RECORDS FOR THIS TASK
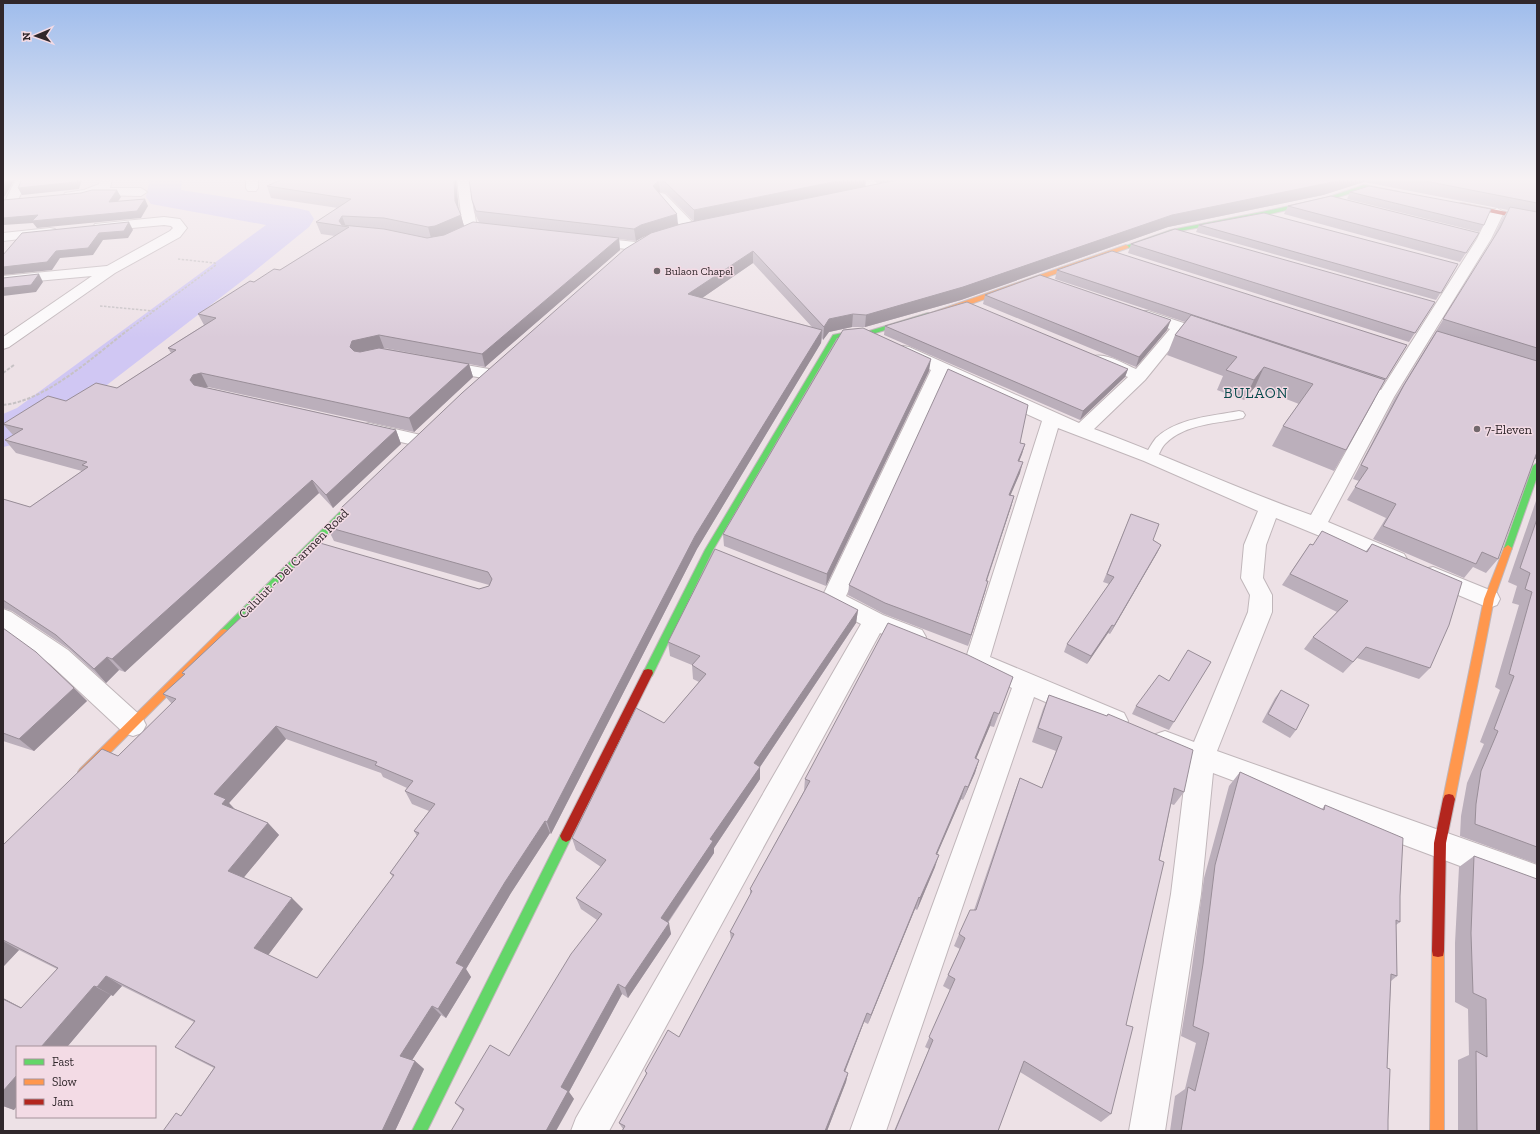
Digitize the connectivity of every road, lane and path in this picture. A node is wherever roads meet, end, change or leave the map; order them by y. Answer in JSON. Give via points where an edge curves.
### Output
{"nodes":[{"id":1,"x":55,"y":232,"type":"edge"},
{"id":2,"x":177,"y":232,"type":"edge"},
{"id":3,"x":465,"y":232,"type":"edge"},
{"id":4,"x":1170,"y":232,"type":"edge"},
{"id":5,"x":1176,"y":232,"type":"edge"},
{"id":6,"x":1480,"y":232,"type":"edge"},
{"id":7,"x":460,"y":234,"type":"edge"},
{"id":8,"x":3,"y":237,"type":"edge"},
{"id":9,"x":573,"y":239,"type":"edge"},
{"id":10,"x":1203,"y":239,"type":"edge"},
{"id":11,"x":638,"y":245,"type":"joint"},
{"id":12,"x":1110,"y":253,"type":"junction"},
{"id":13,"x":623,"y":256,"type":"edge"},
{"id":14,"x":172,"y":259,"type":"dead end"},
{"id":15,"x":1133,"y":260,"type":"edge"},
{"id":16,"x":110,"y":270,"type":"junction"},
{"id":17,"x":1037,"y":278,"type":"junction"},
{"id":18,"x":3,"y":280,"type":"edge"},
{"id":19,"x":1060,"y":286,"type":"edge"},
{"id":20,"x":105,"y":302,"type":"dead end"},
{"id":21,"x":966,"y":304,"type":"junction"},
{"id":22,"x":1127,"y":309,"type":"edge"},
{"id":23,"x":154,"y":311,"type":"junction"},
{"id":24,"x":988,"y":313,"type":"edge"},
{"id":25,"x":30,"y":325,"type":"junction"},
{"id":26,"x":1180,"y":327,"type":"junction"},
{"id":27,"x":3,"y":328,"type":"edge"},
{"id":28,"x":866,"y":334,"type":"junction"},
{"id":29,"x":1224,"y":342,"type":"edge"},
{"id":30,"x":3,"y":344,"type":"edge"},
{"id":31,"x":1088,"y":355,"type":"edge"},
{"id":32,"x":428,"y":363,"type":"edge"},
{"id":33,"x":15,"y":364,"type":"dead end"},
{"id":34,"x":940,"y":369,"type":"junction"},
{"id":35,"x":3,"y":373,"type":"edge"},
{"id":36,"x":488,"y":374,"type":"edge"},
{"id":37,"x":1139,"y":376,"type":"junction"},
{"id":38,"x":1334,"y":379,"type":"edge"},
{"id":39,"x":1385,"y":397,"type":"junction"},
{"id":40,"x":3,"y":404,"type":"edge"},
{"id":41,"x":1239,"y":415,"type":"dead end"},
{"id":42,"x":1052,"y":419,"type":"junction"},
{"id":43,"x":356,"y":426,"type":"edge"},
{"id":44,"x":1082,"y":430,"type":"junction"},
{"id":45,"x":418,"y":440,"type":"edge"},
{"id":46,"x":1151,"y":457,"type":"junction"},
{"id":47,"x":1537,"y":466,"type":"edge"},
{"id":48,"x":373,"y":484,"type":"edge"},
{"id":49,"x":1269,"y":508,"type":"junction"},
{"id":50,"x":1316,"y":525,"type":"junction"},
{"id":51,"x":311,"y":543,"type":"junction"},
{"id":52,"x":334,"y":550,"type":"edge"},
{"id":53,"x":1489,"y":599,"type":"junction"},
{"id":54,"x":3,"y":618,"type":"edge"},
{"id":55,"x":875,"y":621,"type":"junction"},
{"id":56,"x":955,"y":653,"type":"junction"},
{"id":57,"x":1026,"y":683,"type":"junction"},
{"id":58,"x":133,"y":725,"type":"junction"},
{"id":59,"x":1201,"y":757,"type":"junction"},
{"id":60,"x":76,"y":780,"type":"edge"},
{"id":61,"x":1440,"y":843,"type":"junction"},
{"id":62,"x":1537,"y":880,"type":"edge"},
{"id":63,"x":419,"y":1131,"type":"edge"},
{"id":64,"x":589,"y":1131,"type":"edge"},
{"id":65,"x":868,"y":1131,"type":"edge"},
{"id":66,"x":1147,"y":1131,"type":"edge"},
{"id":67,"x":1437,"y":1131,"type":"edge"}],
"edges":[{"from":1,"to":8,"type":"street"},
{"from":2,"to":16,"type":"street"},
{"from":3,"to":7,"type":"street"},
{"from":4,"to":12,"type":"street"},
{"from":5,"to":10,"type":"street"},
{"from":6,"to":39,"type":"street","via":[[1456,267],[1435,306],[1431,338],[1406,347]]},
{"from":9,"to":11,"type":"street"},
{"from":11,"to":13,"type":"street"},
{"from":12,"to":15,"type":"street"},
{"from":12,"to":17,"type":"street"},
{"from":14,"to":23,"type":"path","via":[[216,265]]},
{"from":16,"to":18,"type":"street"},
{"from":16,"to":25,"type":"street"},
{"from":17,"to":19,"type":"street"},
{"from":17,"to":21,"type":"street"},
{"from":20,"to":23,"type":"path","via":[[100,306]]},
{"from":21,"to":24,"type":"street"},
{"from":21,"to":28,"type":"street"},
{"from":22,"to":26,"type":"street"},
{"from":23,"to":40,"type":"path","via":[[49,389],[17,404]]},
{"from":25,"to":27,"type":"street"},
{"from":25,"to":30,"type":"street"},
{"from":26,"to":29,"type":"street"},
{"from":26,"to":37,"type":"street"},
{"from":28,"to":34,"type":"street"},
{"from":28,"to":63,"type":"street","via":[[836,336]]},
{"from":31,"to":37,"type":"street"},
{"from":32,"to":36,"type":"street"},
{"from":33,"to":35,"type":"path"},
{"from":34,"to":42,"type":"street"},
{"from":34,"to":55,"type":"street","via":[[822,594]]},
{"from":37,"to":44,"type":"street"},
{"from":38,"to":39,"type":"street"},
{"from":39,"to":50,"type":"street"},
{"from":41,"to":46,"type":"lane","via":[[1194,423],[1178,429],[1160,441]]},
{"from":42,"to":44,"type":"street"},
{"from":42,"to":56,"type":"street"},
{"from":43,"to":45,"type":"street"},
{"from":44,"to":46,"type":"street"},
{"from":46,"to":49,"type":"street"},
{"from":47,"to":53,"type":"street"},
{"from":48,"to":51,"type":"street","name":"Calulut - Del Carmen Road"},
{"from":49,"to":50,"type":"street"},
{"from":49,"to":59,"type":"street","via":[[1255,545],[1252,578],[1260,595],[1260,612]]},
{"from":50,"to":53,"type":"street"},
{"from":51,"to":52,"type":"street"},
{"from":51,"to":58,"type":"street","name":"Calulut - Del Carmen Road"},
{"from":53,"to":61,"type":"street"},
{"from":54,"to":58,"type":"street","via":[[59,657]]},
{"from":55,"to":56,"type":"street"},
{"from":55,"to":64,"type":"street"},
{"from":56,"to":57,"type":"street"},
{"from":57,"to":59,"type":"street"},
{"from":57,"to":65,"type":"street"},
{"from":58,"to":60,"type":"street","name":"Calulut - Del Carmen Road"},
{"from":59,"to":61,"type":"street"},
{"from":59,"to":66,"type":"street","via":[[1186,894]]},
{"from":61,"to":62,"type":"street"},
{"from":61,"to":67,"type":"street"}]}
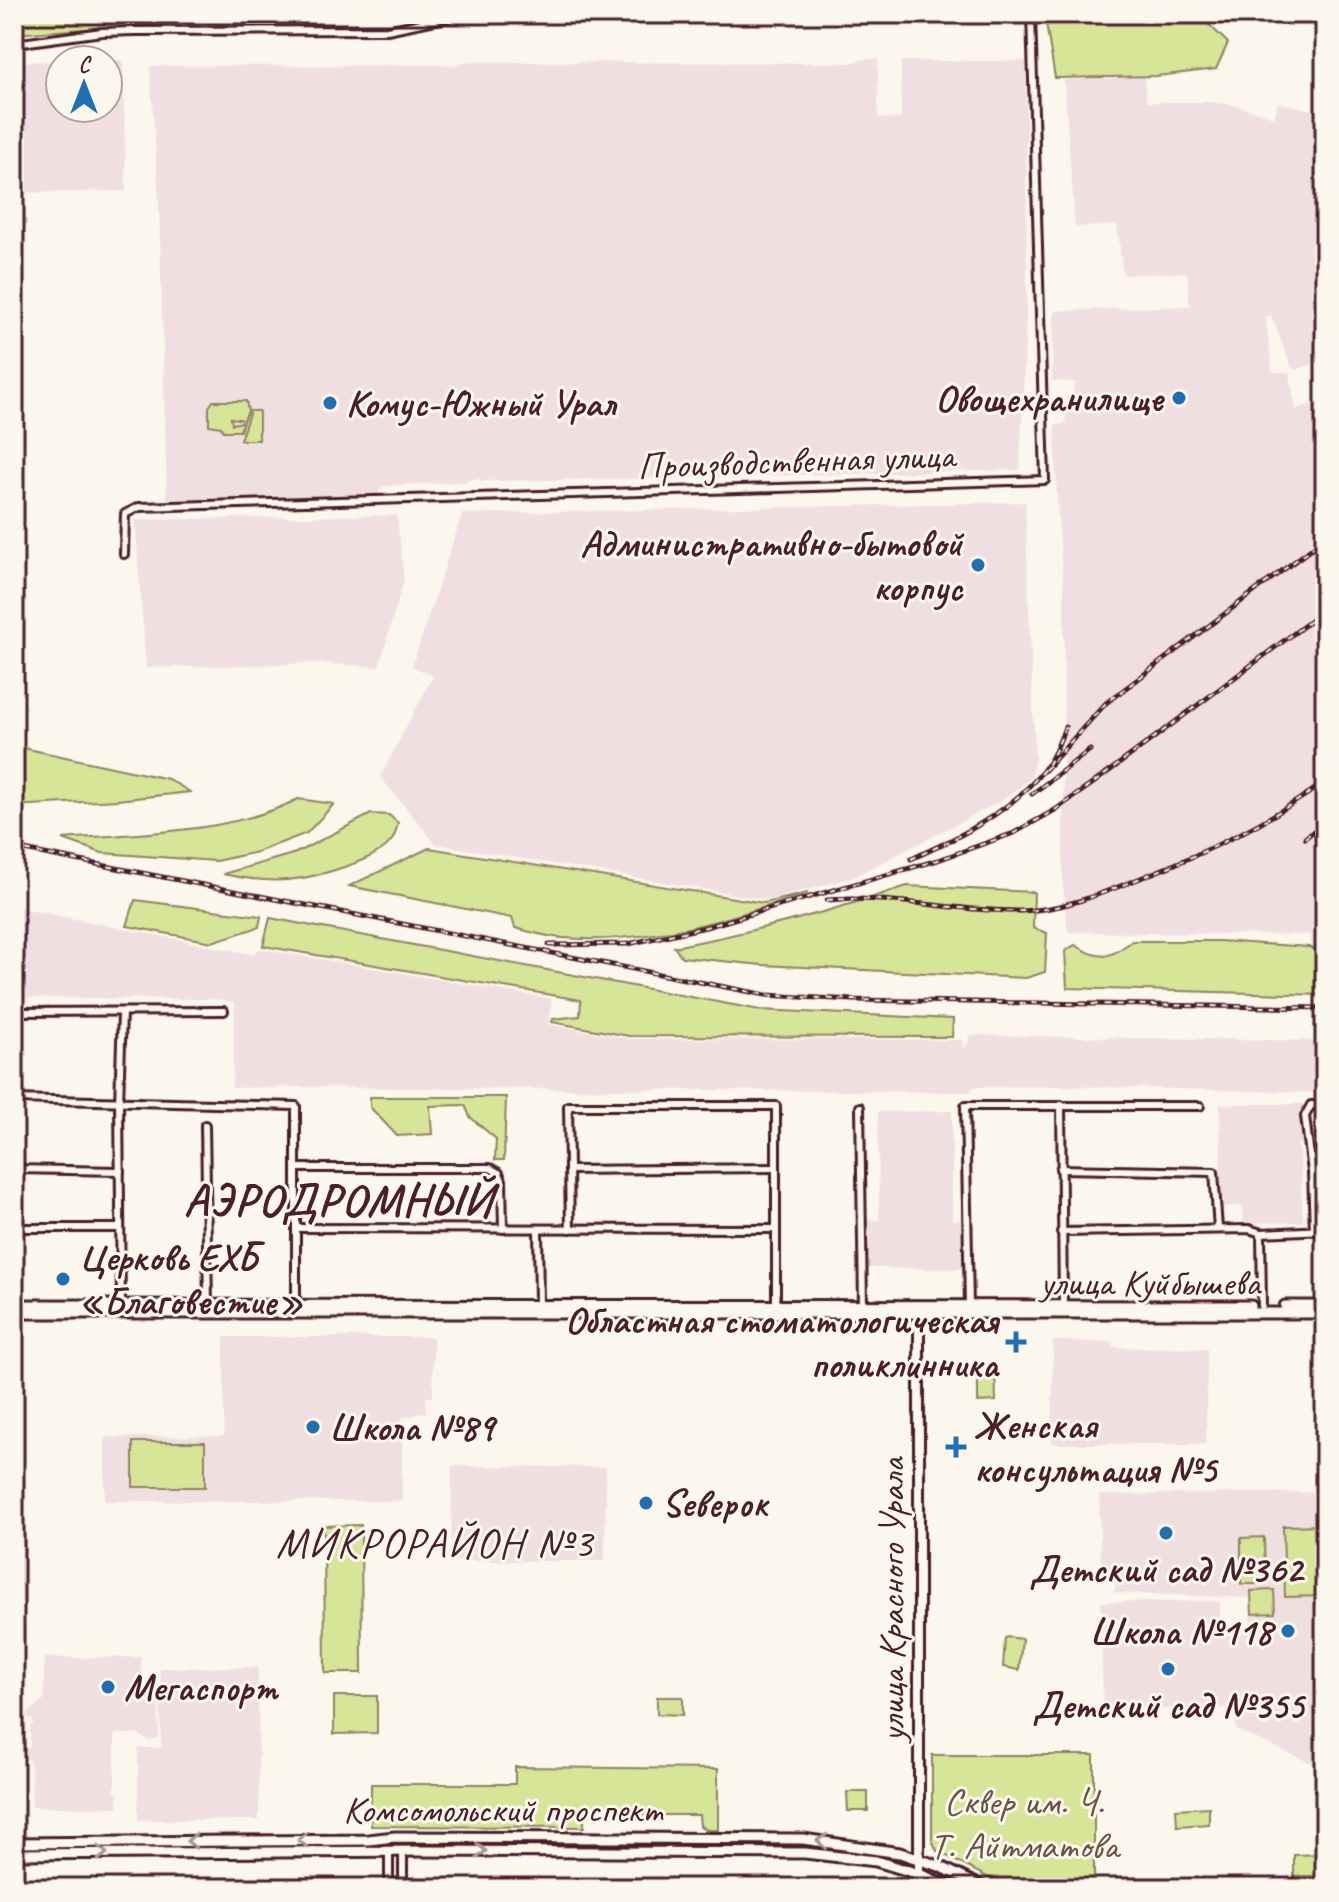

WHAT TO PRODUCE
Return a copy of each line in the records above that has "lane" in it.

EXERCISE ANSWER
Digitize the connectivity of every road, lane and path in this picture. A node is wherever roads meet, end, change or leave the map; order them by y. Answer in JSON. Give via points where an edge curves.
{"from":41,"to":46,"type":"lane","via":[[1194,423],[1178,429],[1160,441]]},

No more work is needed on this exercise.